• **PROBLEM**
Extract each line holding the word "lane" from the entries.

• **SOURCE MATERIAL**

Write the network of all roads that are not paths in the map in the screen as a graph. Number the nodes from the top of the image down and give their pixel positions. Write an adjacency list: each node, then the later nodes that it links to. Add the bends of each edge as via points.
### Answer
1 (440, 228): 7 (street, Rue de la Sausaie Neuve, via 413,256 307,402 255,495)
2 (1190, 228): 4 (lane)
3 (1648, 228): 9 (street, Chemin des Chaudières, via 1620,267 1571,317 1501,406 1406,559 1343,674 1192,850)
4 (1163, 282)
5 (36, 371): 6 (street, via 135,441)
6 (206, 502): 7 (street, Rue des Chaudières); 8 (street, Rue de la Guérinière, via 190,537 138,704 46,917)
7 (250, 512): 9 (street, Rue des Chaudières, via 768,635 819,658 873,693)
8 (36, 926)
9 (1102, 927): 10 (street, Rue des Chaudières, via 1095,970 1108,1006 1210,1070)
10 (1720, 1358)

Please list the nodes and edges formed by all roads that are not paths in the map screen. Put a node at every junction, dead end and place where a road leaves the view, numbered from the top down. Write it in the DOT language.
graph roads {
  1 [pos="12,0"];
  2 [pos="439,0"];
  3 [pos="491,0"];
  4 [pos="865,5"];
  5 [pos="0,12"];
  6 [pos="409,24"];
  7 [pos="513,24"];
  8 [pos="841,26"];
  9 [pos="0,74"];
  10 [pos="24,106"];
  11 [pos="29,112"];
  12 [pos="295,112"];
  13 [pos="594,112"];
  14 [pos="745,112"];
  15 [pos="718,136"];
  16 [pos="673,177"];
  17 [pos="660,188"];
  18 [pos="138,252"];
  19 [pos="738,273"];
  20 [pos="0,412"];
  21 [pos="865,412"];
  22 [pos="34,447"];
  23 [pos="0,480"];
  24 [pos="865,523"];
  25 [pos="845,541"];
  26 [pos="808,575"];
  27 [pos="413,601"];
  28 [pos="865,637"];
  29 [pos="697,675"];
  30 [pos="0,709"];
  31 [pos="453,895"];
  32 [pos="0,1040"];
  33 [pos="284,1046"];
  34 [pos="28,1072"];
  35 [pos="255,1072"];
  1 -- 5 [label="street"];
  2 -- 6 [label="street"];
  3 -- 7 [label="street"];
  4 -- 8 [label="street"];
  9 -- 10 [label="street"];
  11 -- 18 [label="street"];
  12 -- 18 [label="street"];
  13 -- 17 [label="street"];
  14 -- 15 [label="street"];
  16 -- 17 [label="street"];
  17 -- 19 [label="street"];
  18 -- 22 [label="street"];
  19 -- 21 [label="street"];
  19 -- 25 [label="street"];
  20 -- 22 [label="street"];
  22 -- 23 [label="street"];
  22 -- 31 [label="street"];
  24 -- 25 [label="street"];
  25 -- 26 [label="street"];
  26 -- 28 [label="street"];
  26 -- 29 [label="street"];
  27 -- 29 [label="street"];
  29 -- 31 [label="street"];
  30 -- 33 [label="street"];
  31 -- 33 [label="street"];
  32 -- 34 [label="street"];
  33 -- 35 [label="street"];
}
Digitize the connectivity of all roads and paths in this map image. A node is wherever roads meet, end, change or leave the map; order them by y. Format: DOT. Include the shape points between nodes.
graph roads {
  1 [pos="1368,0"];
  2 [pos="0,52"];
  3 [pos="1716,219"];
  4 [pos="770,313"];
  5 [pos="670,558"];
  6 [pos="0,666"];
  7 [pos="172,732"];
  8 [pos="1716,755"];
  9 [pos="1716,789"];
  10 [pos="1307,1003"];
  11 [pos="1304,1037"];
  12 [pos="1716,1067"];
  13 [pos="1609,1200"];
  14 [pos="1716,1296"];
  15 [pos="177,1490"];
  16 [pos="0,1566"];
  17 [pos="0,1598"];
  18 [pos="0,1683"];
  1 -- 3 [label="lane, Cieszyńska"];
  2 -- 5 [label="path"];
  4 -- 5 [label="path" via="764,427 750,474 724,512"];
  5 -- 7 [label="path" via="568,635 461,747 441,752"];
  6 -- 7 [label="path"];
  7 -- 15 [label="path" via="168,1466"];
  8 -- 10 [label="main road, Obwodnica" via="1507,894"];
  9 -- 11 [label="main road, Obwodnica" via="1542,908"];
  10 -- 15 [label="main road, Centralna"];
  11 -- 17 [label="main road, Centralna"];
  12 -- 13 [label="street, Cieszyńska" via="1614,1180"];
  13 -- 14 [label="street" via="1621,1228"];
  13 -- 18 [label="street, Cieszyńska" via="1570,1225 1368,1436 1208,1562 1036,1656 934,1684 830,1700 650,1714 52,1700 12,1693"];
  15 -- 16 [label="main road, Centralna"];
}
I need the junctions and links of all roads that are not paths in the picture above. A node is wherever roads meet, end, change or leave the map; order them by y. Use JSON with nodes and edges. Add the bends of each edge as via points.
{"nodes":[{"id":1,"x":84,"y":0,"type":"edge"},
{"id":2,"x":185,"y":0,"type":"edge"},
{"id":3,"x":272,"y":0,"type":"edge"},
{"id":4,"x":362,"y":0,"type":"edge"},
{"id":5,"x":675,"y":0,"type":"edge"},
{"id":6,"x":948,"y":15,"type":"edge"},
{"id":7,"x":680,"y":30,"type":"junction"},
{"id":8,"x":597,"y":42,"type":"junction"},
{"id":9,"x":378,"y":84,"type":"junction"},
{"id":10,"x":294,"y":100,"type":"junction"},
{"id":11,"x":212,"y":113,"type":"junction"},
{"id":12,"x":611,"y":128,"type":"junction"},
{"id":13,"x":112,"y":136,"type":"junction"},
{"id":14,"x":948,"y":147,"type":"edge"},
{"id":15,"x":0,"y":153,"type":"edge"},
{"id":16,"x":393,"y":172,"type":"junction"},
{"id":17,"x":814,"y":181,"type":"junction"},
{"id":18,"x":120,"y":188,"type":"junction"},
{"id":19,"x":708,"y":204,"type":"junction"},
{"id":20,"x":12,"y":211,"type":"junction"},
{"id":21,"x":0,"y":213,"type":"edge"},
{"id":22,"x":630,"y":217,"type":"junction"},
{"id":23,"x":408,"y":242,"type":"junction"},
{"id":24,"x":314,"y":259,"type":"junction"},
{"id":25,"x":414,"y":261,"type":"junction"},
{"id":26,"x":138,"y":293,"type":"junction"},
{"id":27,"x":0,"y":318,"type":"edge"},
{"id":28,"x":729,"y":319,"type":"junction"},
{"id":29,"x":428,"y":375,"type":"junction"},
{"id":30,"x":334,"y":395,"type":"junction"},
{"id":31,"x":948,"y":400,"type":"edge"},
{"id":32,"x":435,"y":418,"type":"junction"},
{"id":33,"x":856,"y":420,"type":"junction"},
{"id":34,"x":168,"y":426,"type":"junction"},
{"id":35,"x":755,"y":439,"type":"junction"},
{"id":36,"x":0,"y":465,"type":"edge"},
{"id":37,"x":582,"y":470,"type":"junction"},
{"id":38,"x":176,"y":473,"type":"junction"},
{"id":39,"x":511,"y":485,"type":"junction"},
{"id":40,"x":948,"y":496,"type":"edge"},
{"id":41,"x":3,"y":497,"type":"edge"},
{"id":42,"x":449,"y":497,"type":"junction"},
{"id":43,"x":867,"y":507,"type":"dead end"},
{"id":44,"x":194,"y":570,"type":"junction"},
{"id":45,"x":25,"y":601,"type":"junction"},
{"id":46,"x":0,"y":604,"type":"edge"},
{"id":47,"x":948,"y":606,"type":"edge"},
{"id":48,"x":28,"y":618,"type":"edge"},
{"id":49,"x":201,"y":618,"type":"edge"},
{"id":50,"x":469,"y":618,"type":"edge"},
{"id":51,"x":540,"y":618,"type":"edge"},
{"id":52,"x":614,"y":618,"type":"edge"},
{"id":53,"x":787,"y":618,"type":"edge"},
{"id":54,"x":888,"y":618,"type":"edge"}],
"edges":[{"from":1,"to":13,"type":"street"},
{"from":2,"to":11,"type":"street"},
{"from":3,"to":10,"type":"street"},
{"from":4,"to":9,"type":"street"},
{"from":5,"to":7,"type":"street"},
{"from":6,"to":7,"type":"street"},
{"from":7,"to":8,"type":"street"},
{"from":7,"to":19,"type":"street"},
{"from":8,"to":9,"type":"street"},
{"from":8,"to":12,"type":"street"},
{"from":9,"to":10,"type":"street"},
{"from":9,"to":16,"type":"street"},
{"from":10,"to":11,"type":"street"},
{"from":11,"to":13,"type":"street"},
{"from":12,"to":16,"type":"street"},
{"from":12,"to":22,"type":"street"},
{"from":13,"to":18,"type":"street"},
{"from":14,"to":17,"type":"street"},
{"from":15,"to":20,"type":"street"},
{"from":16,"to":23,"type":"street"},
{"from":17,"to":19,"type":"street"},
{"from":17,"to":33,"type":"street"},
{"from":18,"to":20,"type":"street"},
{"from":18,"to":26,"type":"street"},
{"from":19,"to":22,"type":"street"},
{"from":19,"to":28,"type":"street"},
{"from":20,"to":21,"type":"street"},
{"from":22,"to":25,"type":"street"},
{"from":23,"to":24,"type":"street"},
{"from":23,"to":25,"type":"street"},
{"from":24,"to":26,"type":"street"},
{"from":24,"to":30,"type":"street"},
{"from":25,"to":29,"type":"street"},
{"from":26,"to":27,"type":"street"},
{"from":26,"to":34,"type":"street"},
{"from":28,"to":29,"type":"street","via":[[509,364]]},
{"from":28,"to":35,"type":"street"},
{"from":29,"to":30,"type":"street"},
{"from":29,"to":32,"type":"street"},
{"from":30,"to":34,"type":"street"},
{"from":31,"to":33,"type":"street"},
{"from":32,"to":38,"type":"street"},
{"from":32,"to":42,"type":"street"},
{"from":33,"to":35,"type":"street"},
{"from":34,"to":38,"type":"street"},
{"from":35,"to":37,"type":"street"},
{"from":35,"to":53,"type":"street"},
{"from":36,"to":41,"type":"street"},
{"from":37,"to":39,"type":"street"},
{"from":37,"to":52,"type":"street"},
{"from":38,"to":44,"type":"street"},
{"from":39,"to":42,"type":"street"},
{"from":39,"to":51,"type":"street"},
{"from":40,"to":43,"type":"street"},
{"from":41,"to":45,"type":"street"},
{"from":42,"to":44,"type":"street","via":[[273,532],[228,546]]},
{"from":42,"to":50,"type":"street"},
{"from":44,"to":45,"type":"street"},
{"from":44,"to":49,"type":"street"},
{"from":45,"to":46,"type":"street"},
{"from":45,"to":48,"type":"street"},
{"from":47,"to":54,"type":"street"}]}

• **SOLUTION TO THE EXERCISE**
2 (1190, 228): 4 (lane)
  1 -- 3 [label="lane, Cieszyńska"];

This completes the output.